Top of Data supplied

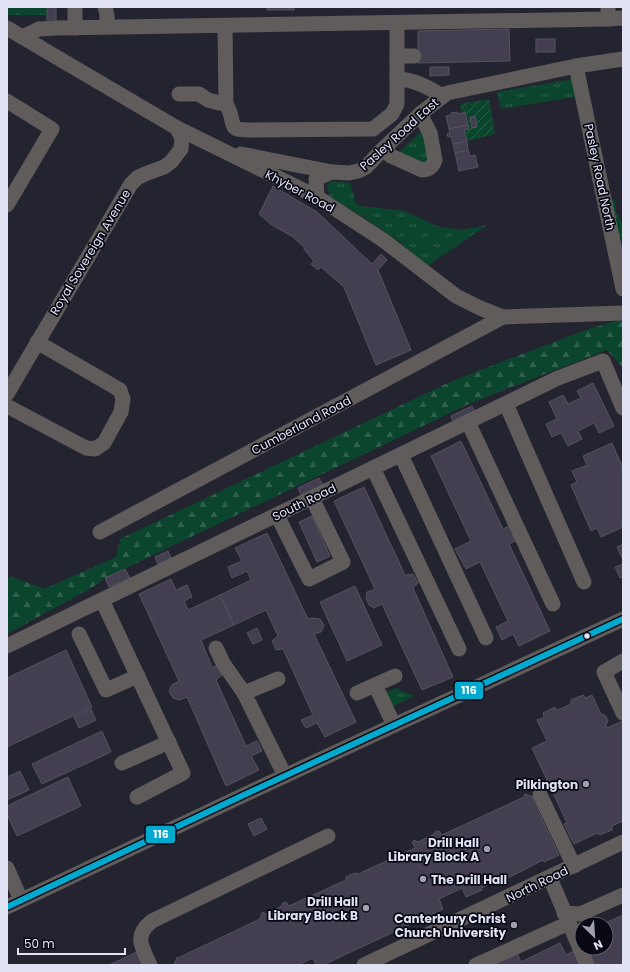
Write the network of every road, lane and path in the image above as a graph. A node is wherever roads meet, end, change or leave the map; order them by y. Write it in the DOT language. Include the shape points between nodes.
graph roads {
  1 [pos="75,7"];
  2 [pos="105,7"];
  3 [pos="608,13"];
  4 [pos="623,18"];
  5 [pos="397,23"];
  6 [pos="225,26"];
  7 [pos="108,27"];
  8 [pos="7,28"];
  9 [pos="75,28"];
  10 [pos="22,37"];
  11 [pos="397,56"];
  12 [pos="414,56"];
  13 [pos="623,59"];
  14 [pos="576,66"];
  15 [pos="397,79"];
  16 [pos="179,94"];
  17 [pos="442,96"];
  18 [pos="7,100"];
  19 [pos="226,103"];
  20 [pos="420,114"];
  21 [pos="177,128"];
  22 [pos="382,149"];
  23 [pos="220,150"];
  24 [pos="332,172"];
  25 [pos="317,197"];
  26 [pos="7,205"];
  27 [pos="623,289"];
  28 [pos="623,313"];
  29 [pos="503,317"];
  30 [pos="37,342"];
  31 [pos="7,394"];
  32 [pos="506,404"];
  33 [pos="7,406"];
  34 [pos="623,408"];
  35 [pos="468,422"];
  36 [pos="401,455"];
  37 [pos="373,468"];
  38 [pos="312,498"];
  39 [pos="277,515"];
  40 [pos="100,532"];
  41 [pos="584,582"];
  42 [pos="102,600"];
  43 [pos="553,604"];
  44 [pos="623,619"];
  45 [pos="79,634"];
  46 [pos="486,638"];
  47 [pos="7,646"];
  48 [pos="216,648"];
  49 [pos="459,649"];
  50 [pos="623,661"];
  51 [pos="138,676"];
  52 [pos="395,676"];
  53 [pos="278,679"];
  54 [pos="375,685"];
  55 [pos="244,693"];
  56 [pos="357,693"];
  57 [pos="623,713"];
  58 [pos="394,725"];
  59 [pos="169,742"];
  60 [pos="122,763"];
  61 [pos="285,776"];
  62 [pos="540,795"];
  63 [pos="137,797"];
  64 [pos="328,836"];
  65 [pos="623,842"];
  66 [pos="574,866"];
  67 [pos="7,868"];
  68 [pos="550,878"];
  69 [pos="623,895"];
  70 [pos="21,900"];
  71 [pos="7,907"];
  72 [pos="567,918"];
  73 [pos="391,959"];
  74 [pos="150,965"];
  75 [pos="364,965"];
  76 [pos="476,965"];
  77 [pos="587,965"];
  1 -- 9 [label="street"];
  2 -- 7 [label="street"];
  3 -- 4 [label="street"];
  3 -- 5 [label="street"];
  5 -- 6 [label="street"];
  5 -- 11 [label="street"];
  6 -- 7 [label="street"];
  6 -- 19 [label="street"];
  7 -- 9 [label="street"];
  8 -- 10 [label="street, Khyber Road"];
  9 -- 10 [label="street" via="39,29"];
  10 -- 21 [label="street, Khyber Road"];
  11 -- 12 [label="street"];
  11 -- 15 [label="street"];
  13 -- 14 [label="street, Pasley Road East"];
  14 -- 17 [label="street, Pasley Road East"];
  14 -- 27 [label="street, Pasley Road North"];
  15 -- 17 [label="street" via="404,79"];
  15 -- 19 [label="street" via="396,108 373,129 238,129 232,126"];
  16 -- 19 [label="street" via="199,94 208,100"];
  17 -- 20 [label="street, Pasley Road East"];
  18 -- 26 [label="street" via="52,129"];
  20 -- 22 [label="street, Pasley Road East"];
  20 -- 22 [label="street" via="430,133 435,160 430,167 422,170 391,156"];
  21 -- 23 [label="street, Khyber Road"];
  21 -- 30 [label="street, Royal Sovereign Avenue" via="182,139 181,149 172,162 144,174 131,184"];
  22 -- 24 [label="street, Pasley Road East" via="358,171"];
  23 -- 24 [label="street, Pasley Road East"];
  23 -- 25 [label="street, Khyber Road"];
  24 -- 25 [label="street" via="316,179"];
  25 -- 29 [label="street, Khyber Road" via="383,240 456,296"];
  28 -- 29 [label="street, Khyber Road"];
  29 -- 40 [label="street, Cumberland Road"];
  30 -- 31 [label="street, Royal Sovereign Avenue"];
  30 -- 33 [label="street" via="120,390 123,399 121,412 104,443 95,449 86,448"];
  32 -- 34 [label="street, South Road" via="558,378 603,361"];
  32 -- 35 [label="street, South Road"];
  32 -- 41 [label="street"];
  35 -- 36 [label="street, South Road"];
  35 -- 43 [label="street"];
  36 -- 37 [label="street, South Road"];
  36 -- 46 [label="street"];
  37 -- 38 [label="street, South Road"];
  37 -- 49 [label="street"];
  38 -- 39 [label="street, South Road"];
  38 -- 39 [label="street" via="343,562 309,579"];
  39 -- 42 [label="street, South Road"];
  42 -- 47 [label="street, South Road"];
  42 -- 51 [label="street"];
  44 -- 58 [label="street"];
  45 -- 51 [label="street" via="106,690"];
  48 -- 55 [label="street"];
  50 -- 57 [label="street" via="604,672"];
  51 -- 59 [label="street"];
  52 -- 54 [label="street"];
  53 -- 55 [label="street"];
  54 -- 56 [label="street"];
  54 -- 58 [label="street"];
  55 -- 61 [label="street"];
  58 -- 61 [label="street"];
  59 -- 60 [label="street"];
  59 -- 63 [label="street" via="183,773"];
  61 -- 70 [label="street"];
  62 -- 66 [label="street"];
  64 -- 74 [label="street" via="152,921 140,937"];
  65 -- 66 [label="street, North Road"];
  66 -- 68 [label="street, North Road"];
  67 -- 70 [label="street"];
  68 -- 72 [label="street"];
  68 -- 73 [label="street, North Road"];
  69 -- 72 [label="street"];
  70 -- 71 [label="street"];
  72 -- 76 [label="street"];
  72 -- 77 [label="street"];
  73 -- 75 [label="street, North Road"];
}
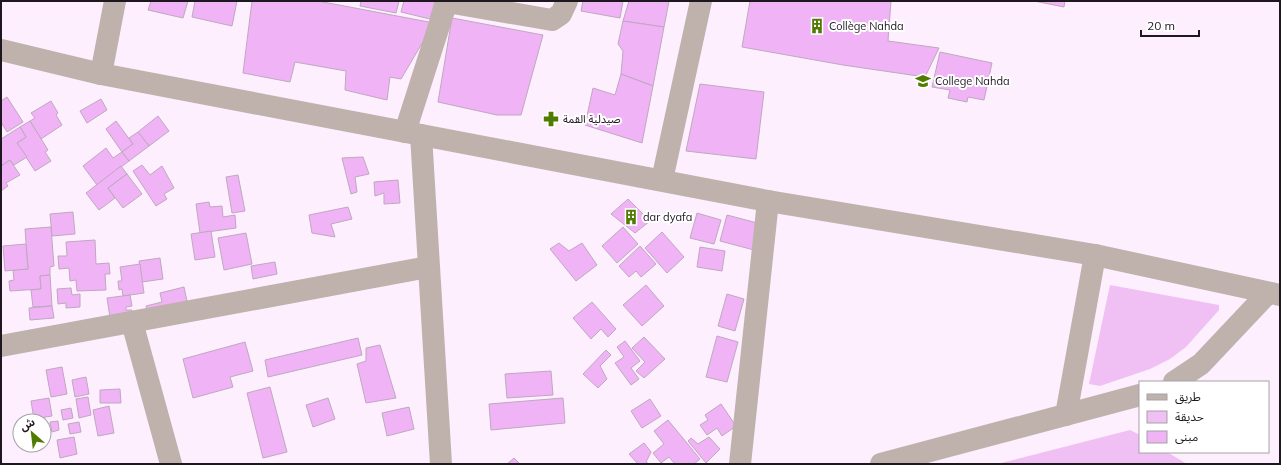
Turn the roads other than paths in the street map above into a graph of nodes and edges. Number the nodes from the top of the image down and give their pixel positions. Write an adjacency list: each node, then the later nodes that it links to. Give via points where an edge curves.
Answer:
1 (115, 1): 6 (street)
2 (447, 1): 3 (street, via 552,20 561,14); 7 (street)
3 (567, 1)
4 (701, 1): 8 (street)
5 (1, 50): 6 (street)
6 (101, 74): 7 (street)
7 (413, 134): 8 (street); 11 (street)
8 (662, 180): 9 (street)
9 (768, 201): 10 (street); 20 (street)
10 (1095, 255): 12 (street); 17 (street)
11 (428, 267): 13 (street); 19 (street)
12 (1274, 294): 15 (street, via 1201,364)
13 (132, 322): 14 (street); 18 (street)
14 (1, 346)
15 (1176, 381)
16 (1139, 395): 17 (street)
17 (1066, 415): 21 (street)
18 (170, 464)
19 (441, 464)
20 (740, 464)
21 (880, 464)

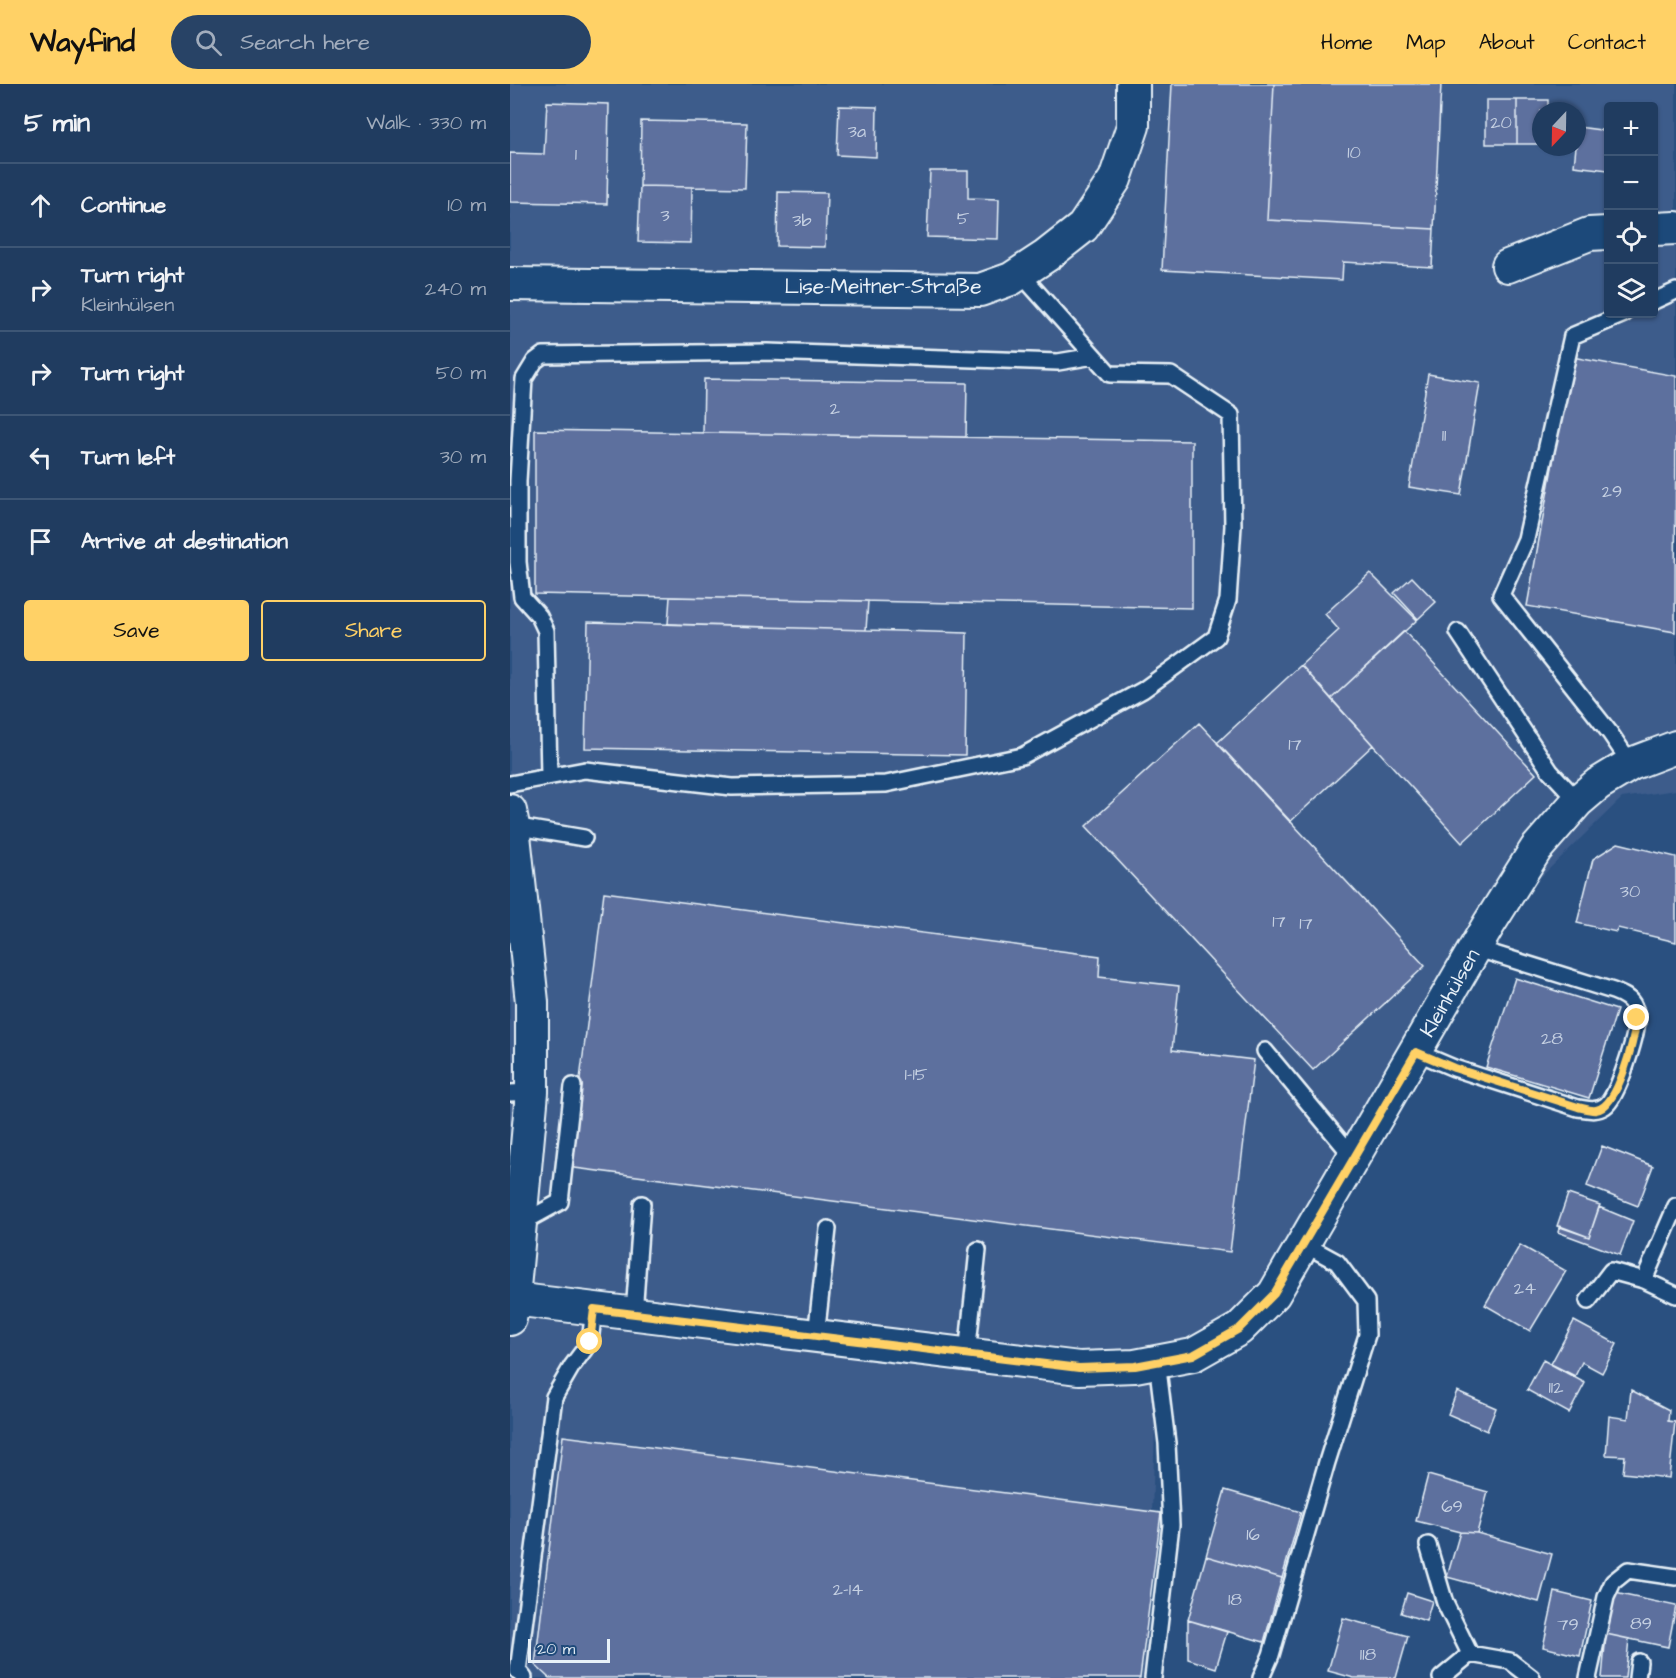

Bottom of Data supplied

Look through the lines above and collect those with the word "points".

Write the network of every road, lane and path in the image above as a graph. A node is wherever roads meet, end, change or leave the map; order them by y. Write it in the DOT language. Include the shape points between nodes.
Turn the roads other than paths in the street map above into a graph of nodes and edges. Number the nodes from the top of the image down and give their pixel positions. Write an adjacency list: each node, then the later nodes that it links to. Give via points where an edge curves.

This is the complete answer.